I feel my body release a sigh of relief! Slowly, as in approximately an hour, relaxation soothes my whole body. The tension evaporates from my mind, and body. I've been trying my mothers technique of "thinking about nothing!" Yep, she says that! As my body soothes, my mind going to that no man's land of thinkin about nothin! If everythang, goes as planned, (I knowsa it suppose to be spelled everything, dag gone it rememburr, this here be GlenView!) I get up after an hour, of visiting my mama's world. Well I walk somewhat sideways, as my back has tightened up while walking to the bathroom and look in the mirror.
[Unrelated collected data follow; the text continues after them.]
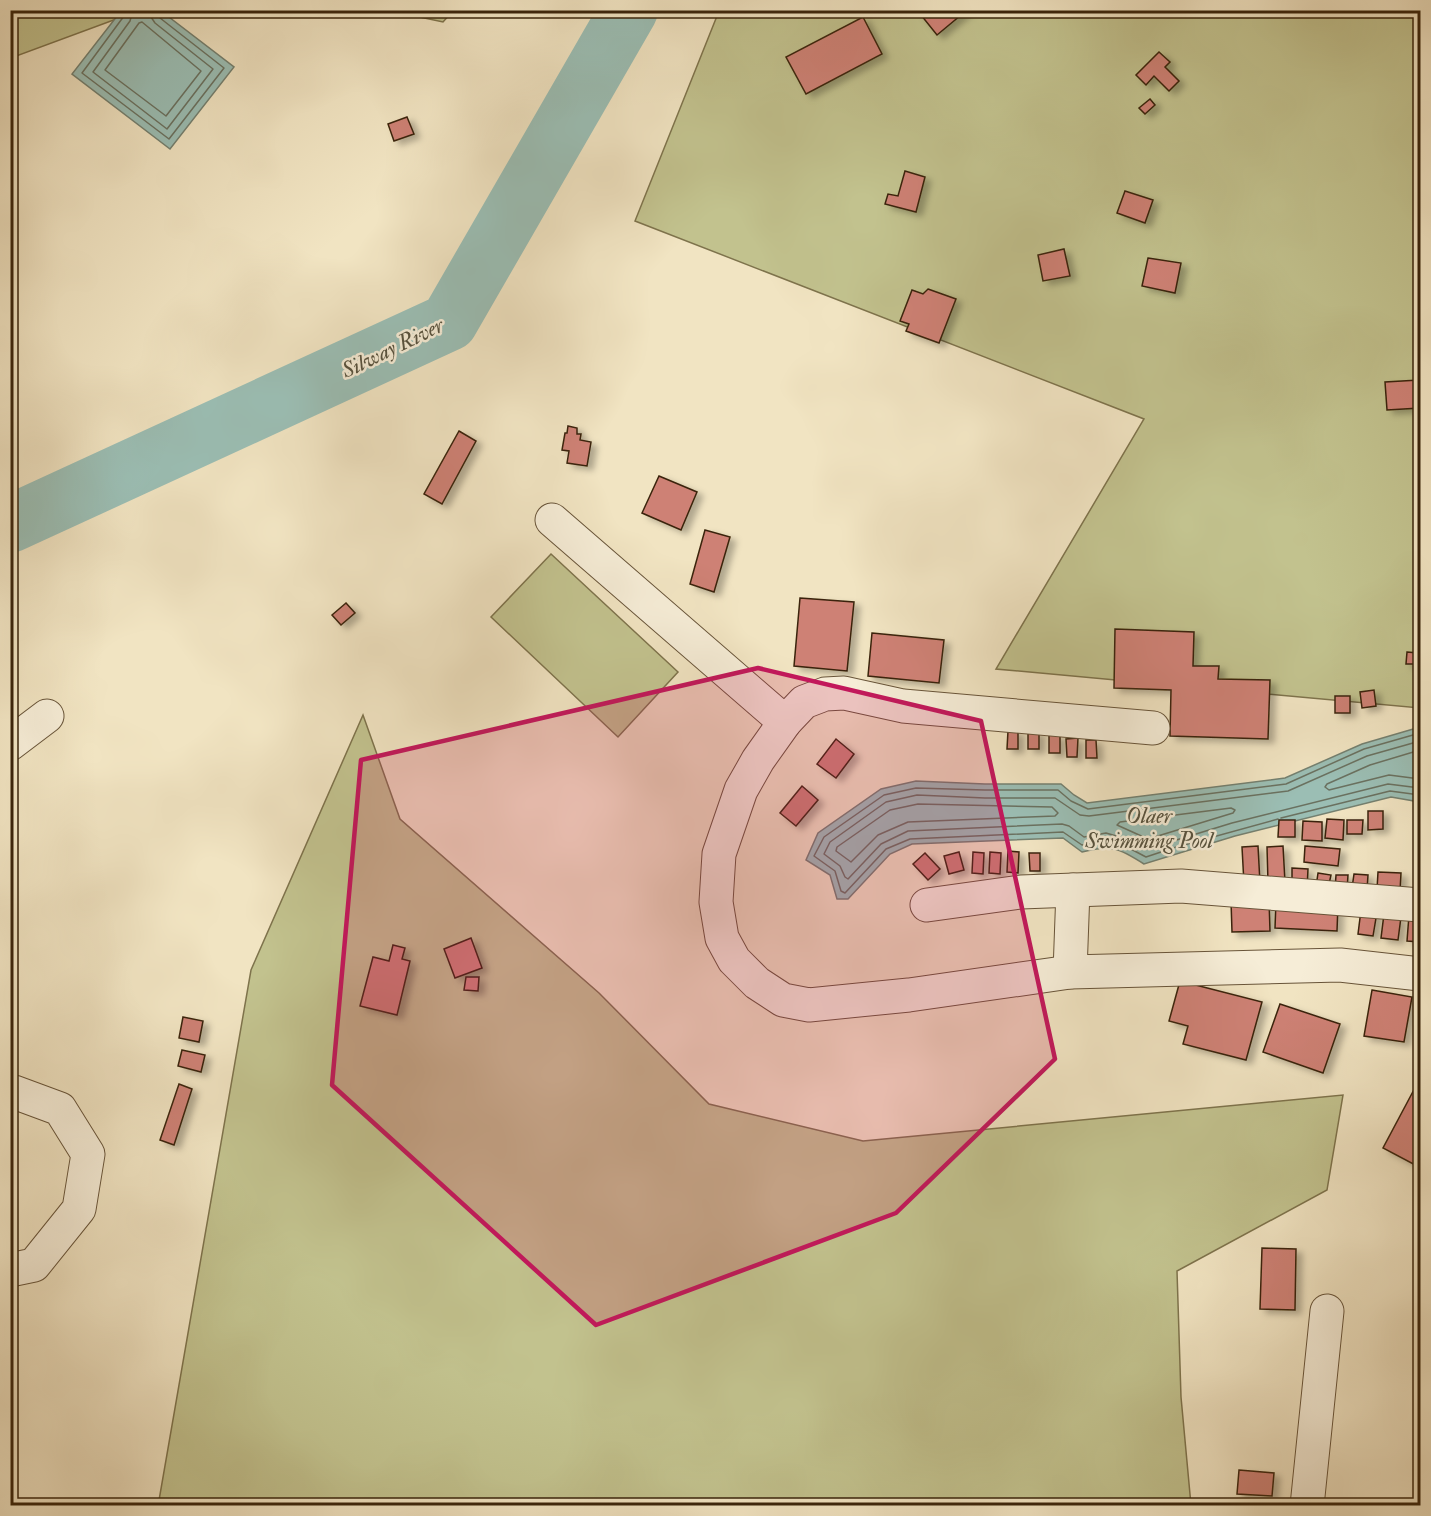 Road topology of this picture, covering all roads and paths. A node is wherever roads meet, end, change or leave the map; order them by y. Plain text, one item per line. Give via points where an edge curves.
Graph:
1 (552, 520) dead end
2 (46, 716) dead end
3 (784, 722) junction
4 (1153, 728) dead end
5 (10, 744) edge
6 (1073, 890) junction
7 (927, 905) dead end
8 (1420, 905) edge
9 (1070, 972) junction
10 (1420, 974) edge
11 (10, 1095) edge
12 (10, 1270) edge
13 (1327, 1311) dead end
14 (1307, 1506) edge

1 - 3 street
2 - 5 street
3 - 4 street via 804,702 825,694 844,693 922,708
3 - 9 street via 741,790 719,854 716,902 722,938 734,960 757,983 783,1000 809,1005
6 - 7 street via 1021,892
6 - 8 street via 1181,886
6 - 9 street
9 - 10 street via 1340,965
11 - 12 street via 14,1092 60,1109 88,1154 79,1209 34,1265
13 - 14 street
YEP, I DETERMINE, I HAVE BEEN IN THAT MEDITATION/RELAXATION/THINKIN ABOUT NOTHIN MODE! Guess what? I think I like it! Sosa, I go fix me a glass of decaffeinated ice tea. (One little tid-bit of info bout ol' Glen here. Issa don'ta drink, nothin hot. Don't drink coffee, hot chocolate, never have don't like hot beverages!) I take my bedtime medicine and sit down at the desk, turn the computer on, before I know it my fingers be walking the keyboard. Yep one of them Automatic Writing wandering spirits be in charge of my mind for a spell! Would I lie to you, my favorite people in the whole world? Since the spirit realm is in charge of me mind, I be thinkin about nothin, just like me mommy, yep I reckon I lurned somethun from her after all. When them spirits be writin, my mind's is completely flat lining, as in heart flat lining you know! Me mother had seven children and a worthless husband, she lurned early on to block out, everythang as in "thinkin about nothin!" And all these years I thought me mother be a mite touched in the head! NO!, NO!, NO! I absolutely do not mean that in a bad way! I love my mother more than I love life! Ya see, only as I age, do I see how smart my momma is!
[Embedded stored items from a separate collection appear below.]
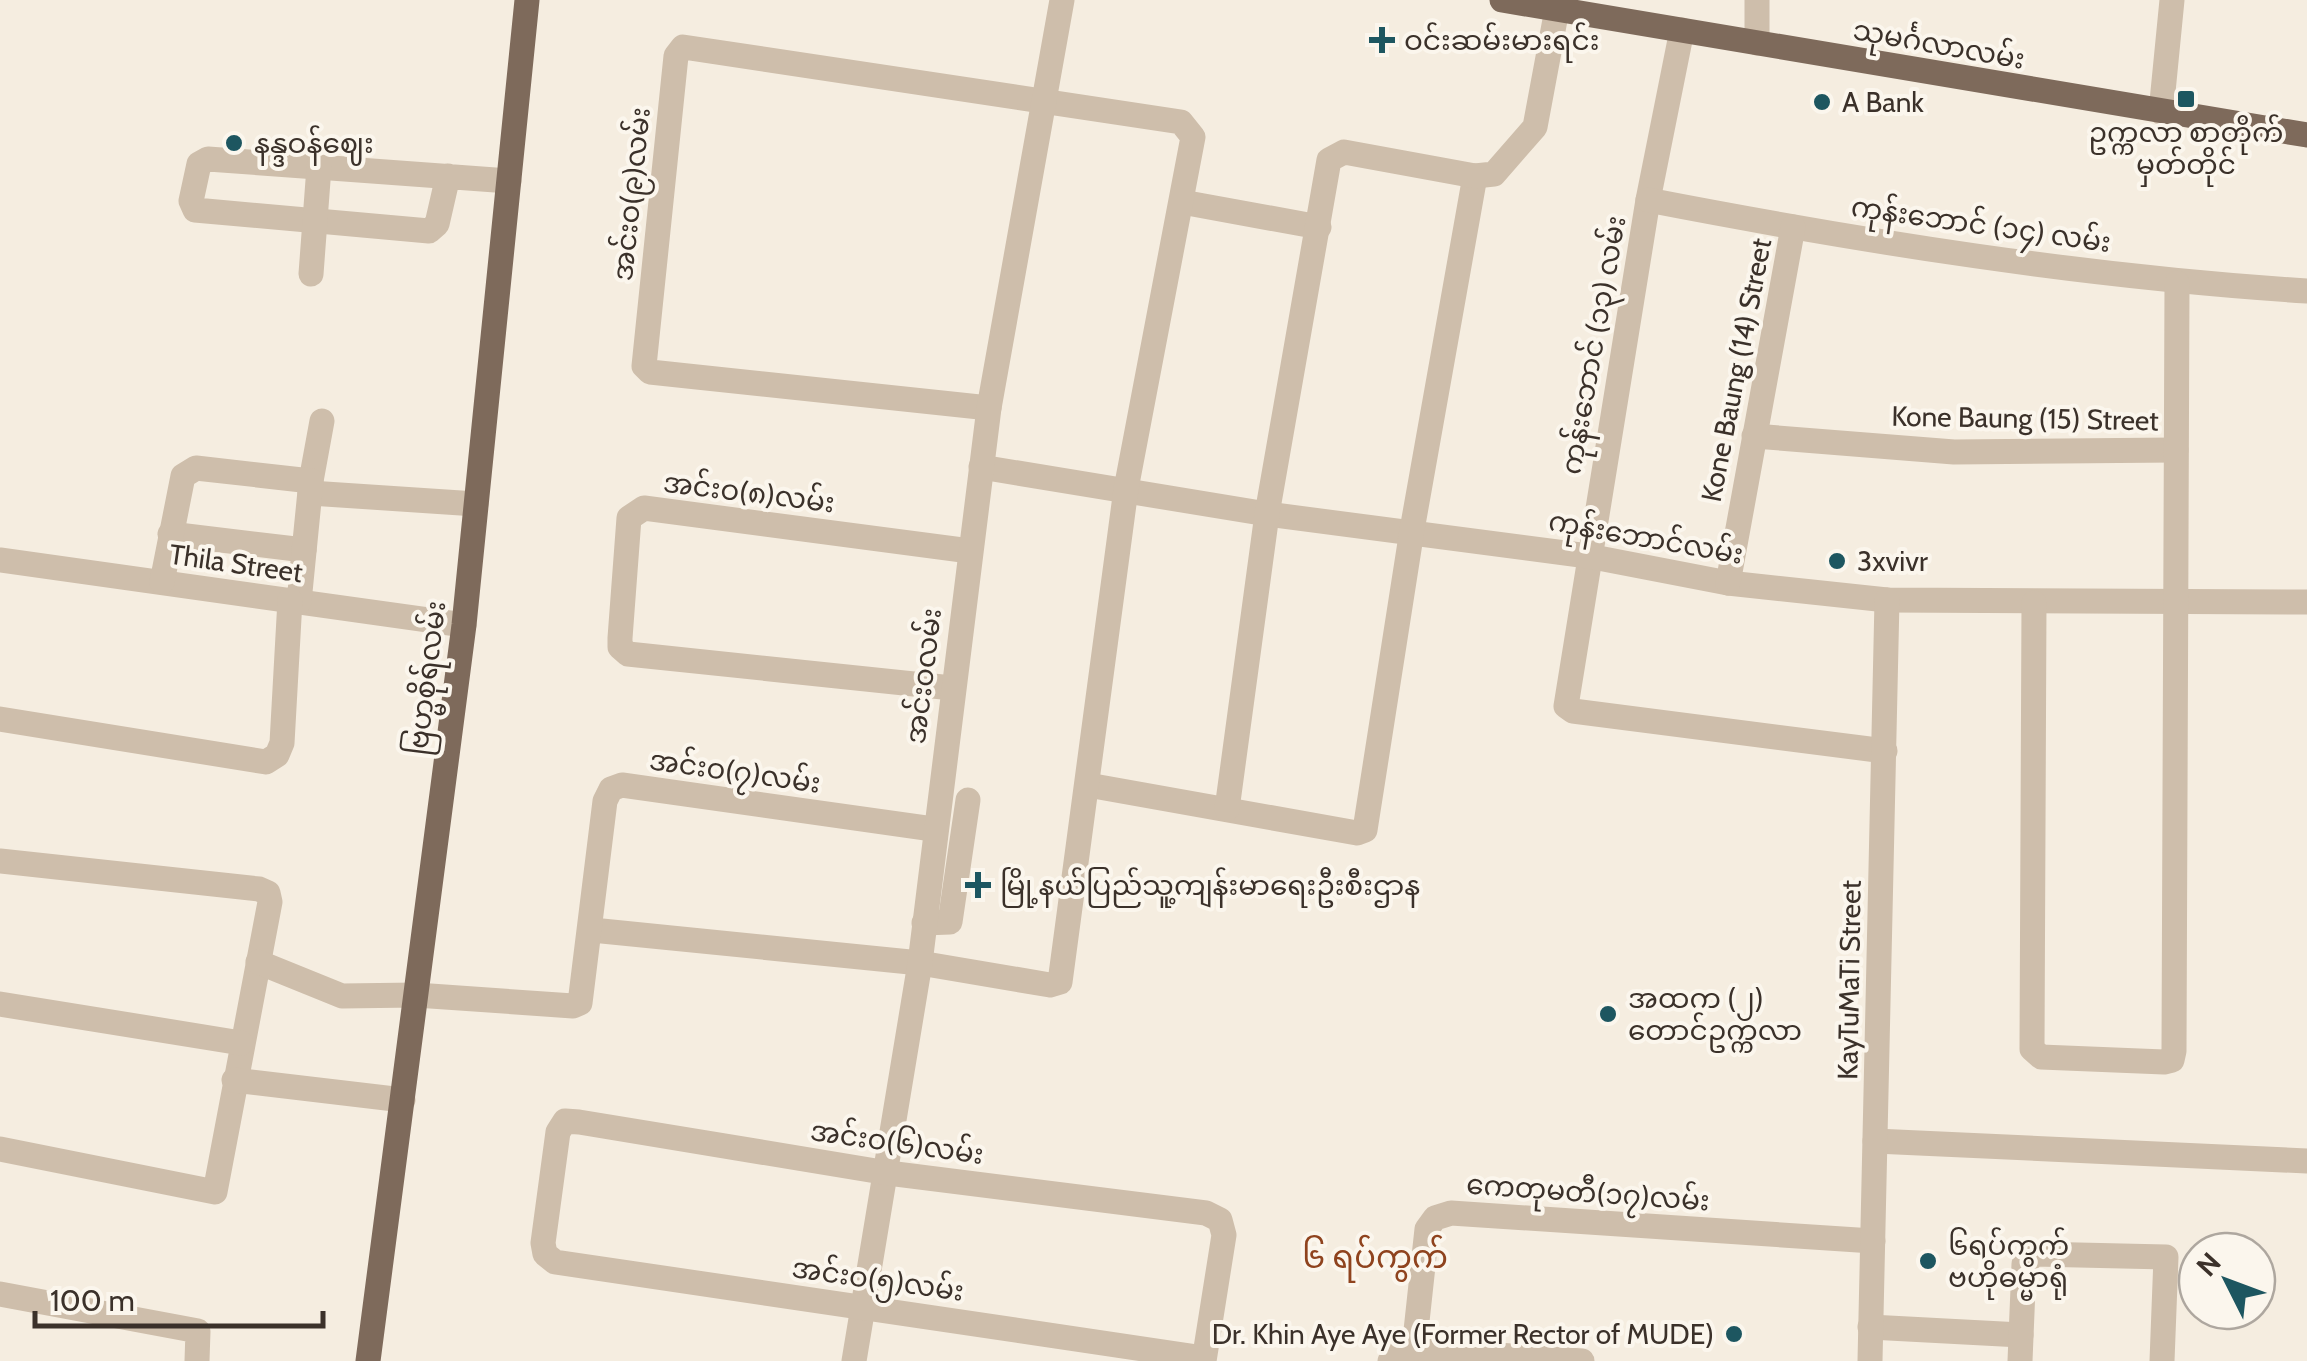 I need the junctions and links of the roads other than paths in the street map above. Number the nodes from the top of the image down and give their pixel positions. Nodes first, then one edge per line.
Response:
1 (526, 0) edge
2 (1062, 0) edge
3 (1502, 0) edge
4 (1757, 0) edge
5 (2172, 0) edge
6 (1557, 9) junction
7 (1682, 30) junction
8 (1757, 43) junction
9 (1045, 99) junction
10 (2161, 112) junction
11 (2307, 135) edge
12 (318, 167) junction
13 (448, 176) junction
14 (1476, 176) junction
15 (509, 181) junction
16 (1648, 200) junction
17 (1182, 202) junction
18 (314, 220) junction
19 (1794, 226) junction
20 (1320, 228) junction
21 (311, 274) dead end
22 (2177, 282) junction
23 (2307, 290) edge
24 (989, 408) junction
25 (322, 421) dead end
26 (1754, 436) junction
27 (2176, 450) junction
28 (980, 467) junction
29 (310, 487) junction
30 (1126, 489) junction
31 (476, 504) junction
32 (1268, 514) junction
33 (1412, 530) junction
34 (170, 534) junction
35 (304, 550) junction
36 (970, 551) junction
37 (1588, 556) junction
38 (0, 560) edge
39 (162, 582) junction
40 (1728, 583) junction
41 (1887, 600) junction
42 (295, 601) junction
43 (2307, 602) edge
44 (2034, 603) junction
45 (2174, 605) junction
46 (464, 625) junction
47 (952, 688) junction
48 (0, 719) edge
49 (1886, 751) junction
50 (1088, 786) junction
51 (968, 800) dead end
52 (1227, 809) junction
53 (933, 829) junction
54 (930, 857) junction
55 (0, 861) edge
56 (959, 861) junction
57 (924, 922) junction
58 (592, 930) junction
59 (258, 962) junction
60 (920, 963) junction
61 (416, 995) junction
62 (0, 1004) edge
63 (242, 1043) junction
64 (234, 1080) junction
65 (403, 1100) junction
66 (1875, 1141) junction
67 (0, 1150) edge
68 (2307, 1161) edge
69 (888, 1174) junction
70 (1873, 1241) junction
71 (545, 1254) joint
72 (0, 1294) edge
73 (864, 1306) junction
74 (1870, 1326) junction
75 (2021, 1334) junction
76 (1414, 1349) junction
77 (1204, 1360) edge
78 (198, 1361) edge
79 (368, 1361) edge
80 (854, 1361) edge
81 (1390, 1361) edge
82 (1582, 1361) edge
83 (1870, 1361) edge
84 (2020, 1361) edge
85 (2162, 1361) edge

1 - 15 main road, ဗြဟ္မစိုရ်လမ်း
2 - 9 street, အင်းဝလမ်း
3 - 6 main road, သုမင်္ဂလာလမ်း
4 - 8 street
5 - 10 street
6 - 7 main road, သုမင်္ဂလာလမ်း
6 - 14 street
7 - 8 main road, သုမင်္ဂလာလမ်း
7 - 16 street, ကုန်းဘောင် (၁၃) လမ်း
8 - 10 main road, သုမင်္ဂလာလမ်း
9 - 17 street
9 - 24 street, အင်းဝလမ်း
9 - 24 street, အင်းဝ(၉)လမ်း
10 - 11 main road, သုမင်္ဂလာလမ်း
12 - 13 street
12 - 18 street
12 - 18 street
13 - 15 street
13 - 18 street
14 - 20 street
14 - 33 street
15 - 31 main road, ဗြဟ္မစိုရ်လမ်း
16 - 19 street, ကုန်းဘောင် (၁၄) လမ်း
16 - 37 street, ကုန်းဘောင် (၁၃) လမ်း
17 - 20 street
17 - 30 street
18 - 21 street
19 - 22 street, ကုန်းဘောင် (၁၄) လမ်း
19 - 26 street, Kone Baung (14) Street
20 - 32 street
22 - 23 street, ကုန်းဘောင် (၁၄) လမ်း
22 - 27 street
24 - 28 street, အင်းဝလမ်း
25 - 29 street
26 - 27 street, Kone Baung (15) Street
26 - 40 street, Kone Baung (14) Street
27 - 45 street
28 - 30 street, ကုန်းဘောင်လမ်း
28 - 36 street, အင်းဝလမ်း
29 - 31 street
29 - 34 street
29 - 35 street
30 - 32 street, ကုန်းဘောင်လမ်း
30 - 50 street
31 - 46 main road, ဗြဟ္မစိုရ်လမ်း
32 - 33 street, ကုန်းဘောင်လမ်း
32 - 52 street
33 - 37 street, ကုန်းဘောင်လမ်း
33 - 52 street
34 - 35 street
34 - 39 street
35 - 42 street
36 - 47 street, အင်းဝလမ်း
36 - 47 street, အင်းဝ(၈)လမ်း
37 - 40 street, ကုန်းဘောင်လမ်း
37 - 49 street, ကုန်းဘောင် (၁၃) လမ်း
38 - 39 street, Thila Street
39 - 42 street, Thila Street
40 - 41 street, ကုန်းဘောင်လမ်း
41 - 44 street, ကုန်းဘောင်လမ်း
41 - 49 street, KayTuMaTi Street
42 - 46 street, Thila Street
42 - 48 street
43 - 45 street, ကုန်းဘောင်လမ်း
44 - 45 street, ကုန်းဘောင်လမ်း
44 - 45 street
46 - 61 main road, ဗြဟ္မစိုရ်လမ်း
47 - 53 street, အင်းဝလမ်း
49 - 66 street, KayTuMaTi Street
50 - 52 street
50 - 60 street
51 - 56 street
53 - 54 street, အင်းဝလမ်း
53 - 58 street, အင်းဝ(၇)လမ်း
54 - 56 street
54 - 57 street, အင်းဝလမ်း
55 - 59 street
56 - 57 street
57 - 60 street, အင်းဝလမ်း
58 - 60 street
58 - 61 street, အင်းဝ(၇)လမ်း
59 - 61 street
59 - 63 street
60 - 69 street, အင်းဝလမ်း
61 - 65 main road, ဗြဟ္မစိုရ်လမ်း
62 - 63 street
63 - 64 street
64 - 65 street
64 - 67 street
65 - 79 main road, ဗြဟ္မစိုရ်လမ်း
66 - 68 street
66 - 70 street, KayTuMaTi Street
69 - 71 street, အင်းဝ(၆)လမ်း
69 - 73 street, အင်းဝလမ်း
69 - 77 street, အင်းဝ(၆)လမ်း
70 - 74 street, KayTuMaTi Street
70 - 76 street, ကေတုမတီ(၁၇)လမ်း
71 - 73 street, အင်းဝ(၅)လမ်း
72 - 78 street
73 - 77 street, အင်းဝ(၅)လမ်း
73 - 80 street, အင်းဝလမ်း
74 - 75 street
74 - 83 street, KayTuMaTi Street
75 - 84 street
75 - 85 street
76 - 81 street
76 - 82 street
All my life I have been thinkin too fucking much! That there my friends be the trouble!!! I try to figure everythang out, I gotsa have a logical explanation. I'm here to tell ya, on this day, the 5th of December, in the year 2012. Are ya ready? You'll go wacko, if you try to figure everythang out! There be no rhyme, reason, logic to everythang!
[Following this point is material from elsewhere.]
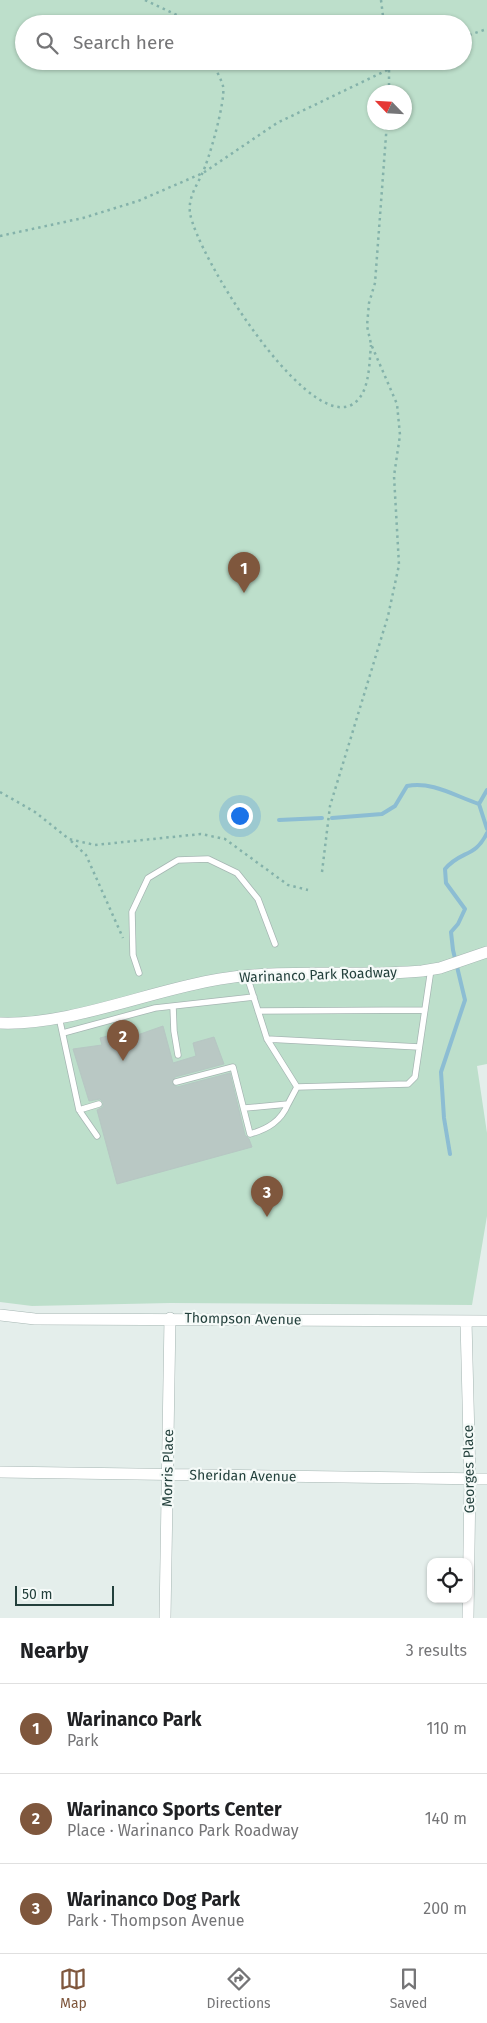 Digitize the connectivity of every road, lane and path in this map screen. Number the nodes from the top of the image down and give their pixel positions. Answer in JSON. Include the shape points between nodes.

I been thinkin too hard all me life, trying to make a tad of sense, out of life! Only recently have I lurned my mama's secret! I was bout, to give up, ya see. This here illogical way of life done, plum, fucking, almost, completely, fried, my fricking brain fer the last time. I didn't think I was going to get up off the canvas as the ten count was closing in on this 61 rounds of life! "The idiocy of life has won," I say onto myself.

1 comment:

  1. I can't say I can think about nothing, but I have managed to sedate my brain enough that my mind still thinks, it just doesn't speak anymore hahaha. Things here at home have been so noisy, so stressful, so crazy, that even the people inside my head quit talking because they knew that was the only place I could go for some peace. Maybe after the first of the year I will begin thinking again, then maybe I will be able to write again. I sure haven't been able to as of late.